Reporters needing to find independent voices for their stories are invited to refer to an extensive list of experts maintained by HealthNewsReview.org. All of these experts are free of industry ties and sensitive to reporter deadlines.
The story states that modified hysterosalpingogram (HSG) is generally used to check for proper placement of the Essure device and that TVU is a new approved alternative. However, neither the story nor the release that triggered the story explains how or why TVU might be an improvement over HSG or why one would choose one method over the other. That’s the central subject of the story so the omission of this information is a critical deficiency.
There seems to be one study (in Spanish) that assesses the use of TVU for placement vs HSG. It was not referred to in this news release or the article, and its conclusion states, “However, our study cannot replace the hysterosalpingography as gold standard.”
There is one trial registered looking at the efficacy of TVU (sponsored by Bayer) that states “This study is ongoing, but not recruiting participants.” There are no references to this ongoing trial.
The bottom line: there were no references to any studies or any reports that led the FDA to make this decision.
TVU is an established imaging technique and procedure, carried out by both ob-gyns and by radiologists (and in some cases ultrasound technicians). The requirement for additional training and certification is a bit curious. But since one can gather from the story that the procedure is widely available, we’ll award a Satisfactory rating here.

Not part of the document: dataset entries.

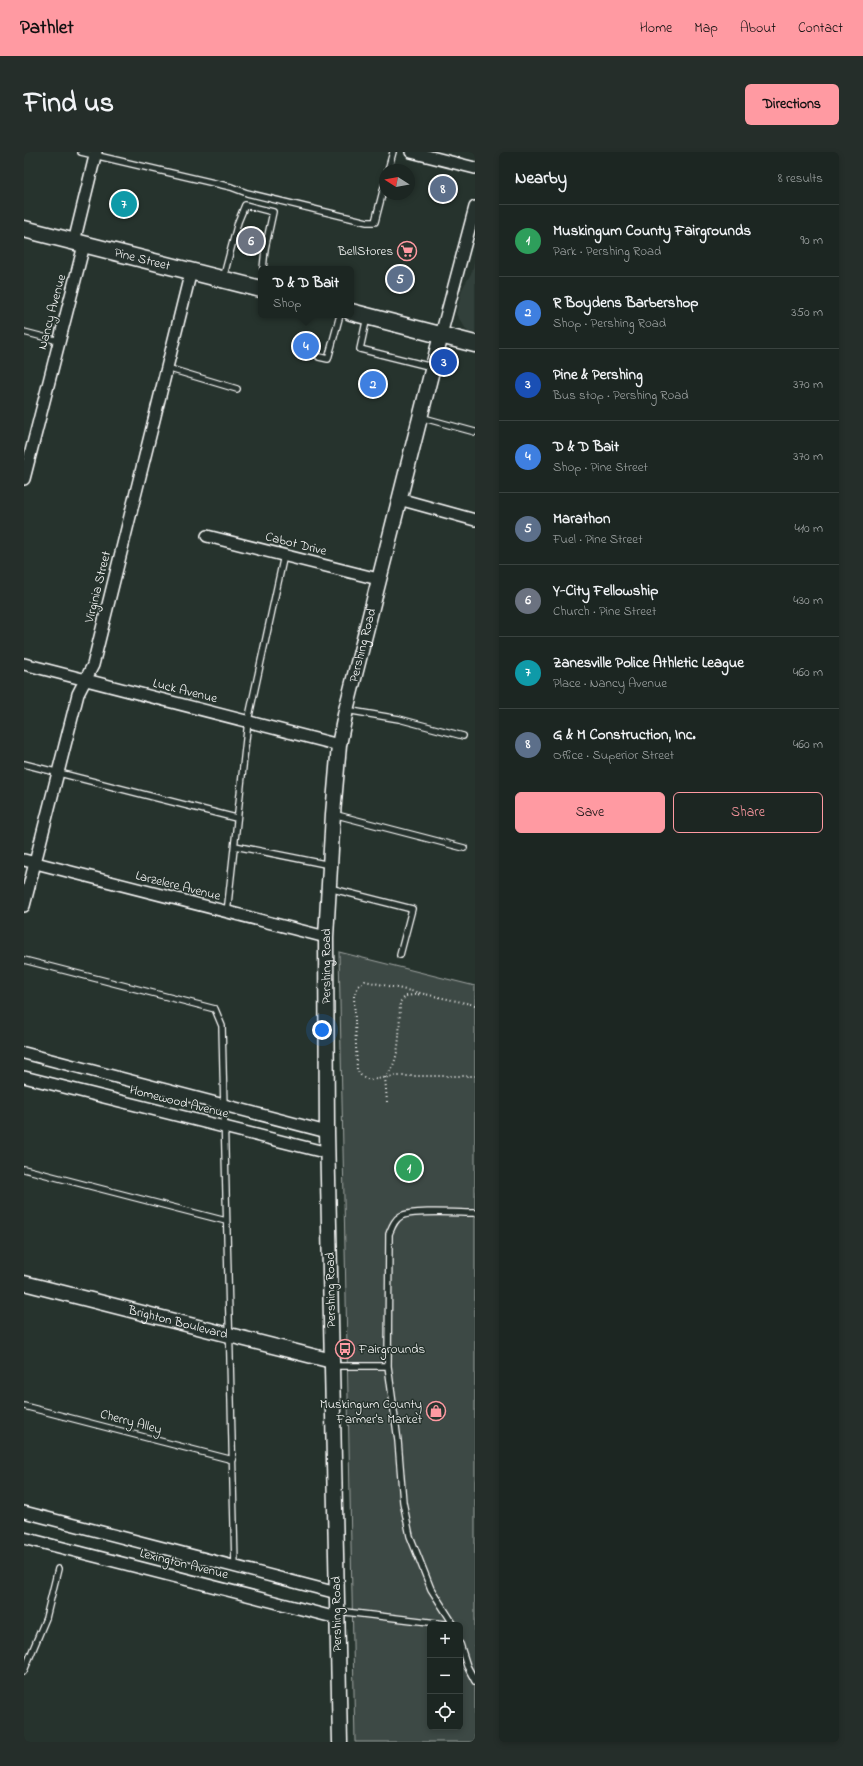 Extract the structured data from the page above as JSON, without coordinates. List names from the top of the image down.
{
  "streets": {
    "main road": ["Pine Street"],
    "street": [
      "Nancy Avenue",
      "Cabot Drive",
      "Virginia Street",
      "Pershing Road",
      "Luck Avenue",
      "Larzelere Avenue",
      "Homewood Avenue",
      "Brighton Boulevard",
      "Lexington Avenue"
    ],
    "lane": ["Cherry Alley"]
  },
  "crossings": [
    ["Pine Street", "Nancy Avenue"],
    ["Pine Street", "Virginia Street"],
    ["Cabot Drive", "Pershing Road"],
    ["Virginia Street", "Luck Avenue"],
    ["Virginia Street", "Larzelere Avenue"],
    ["Pershing Road", "Luck Avenue"],
    ["Pershing Road", "Larzelere Avenue"],
    ["Pershing Road", "Homewood Avenue"],
    ["Pershing Road", "Brighton Boulevard"],
    ["Pershing Road", "Lexington Avenue"]
  ],
  "places": {
    "supermarket": ["BellStores"],
    "bus stop": ["Fairgrounds"],
    "shop": ["Muskingum County Farmer's Market"]
  },
  "north": "left",
  "page": {
    "header": "Pathlet",
    "nav": [
      "Home",
      "Map",
      "About",
      "Contact"
    ],
    "title": "Find us",
    "buttons": [
      "Directions",
      ["Save", "Share"]
    ],
    "heading": ["Nearby", "8 results"],
    "pins": [
      "8",
      "7",
      "6",
      "5",
      "4",
      "3",
      "2",
      "1"
    ],
    "list": [
      {
        "mark": "1",
        "name": "Muskingum County Fairgrounds",
        "note": "Park · Pershing Road",
        "value": "90 m"
      },
      {
        "mark": "2",
        "name": "R Boydens Barbershop",
        "note": "Shop · Pershing Road",
        "value": "350 m"
      },
      {
        "mark": "3",
        "name": "Pine & Pershing",
        "note": "Bus stop · Pershing Road",
        "value": "370 m"
      },
      {
        "mark": "4",
        "name": "D & D Bait",
        "note": "Shop · Pine Street",
        "value": "370 m"
      },
      {
        "mark": "5",
        "name": "Marathon",
        "note": "Fuel · Pine Street",
        "value": "410 m"
      },
      {
        "mark": "6",
        "name": "Y-City Fellowship",
        "note": "Church · Pine Street",
        "value": "430 m"
      },
      {
        "mark": "7",
        "name": "Zanesville Police Athletic League",
        "note": "Place · Nancy Avenue",
        "value": "460 m"
      },
      {
        "mark": "8",
        "name": "G & M Construction, Inc.",
        "note": "Office · Superior Street",
        "value": "460 m"
      }
    ],
    "popup": ["D & D Bait", "Shop"],
    "map_buttons": ["+", "−"]
  }
}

The story establishes that the TVU test has been approved by the FDA to confirm proper placement of the Essure device. Though we’ll award a Satisfactory rating on that basis, we’d note that the story doesn’t provide any background about the test or inform readers that the test itself isn’t new at all. Nor does it provide any evidence, data, or rationale for why this is advantageous over the HSG (cost? safety? availability? accuracy? comfort?).
This story is an example of one that relies excessively on a news release. There are no sources named other than the device maker, no interviews and no effort to show the test benefit or how an alternative test might improve outcomes. Sections of the story have only been marginally rewritten from the news release. For example:
Story: All physicians who offer Essure are expected to be trained to perform the TVU confirmation test by mid-2016, the company said.
News release: All physicians who offer Essure are expected to be trained and certified on the TVU confirmation test by mid-2016.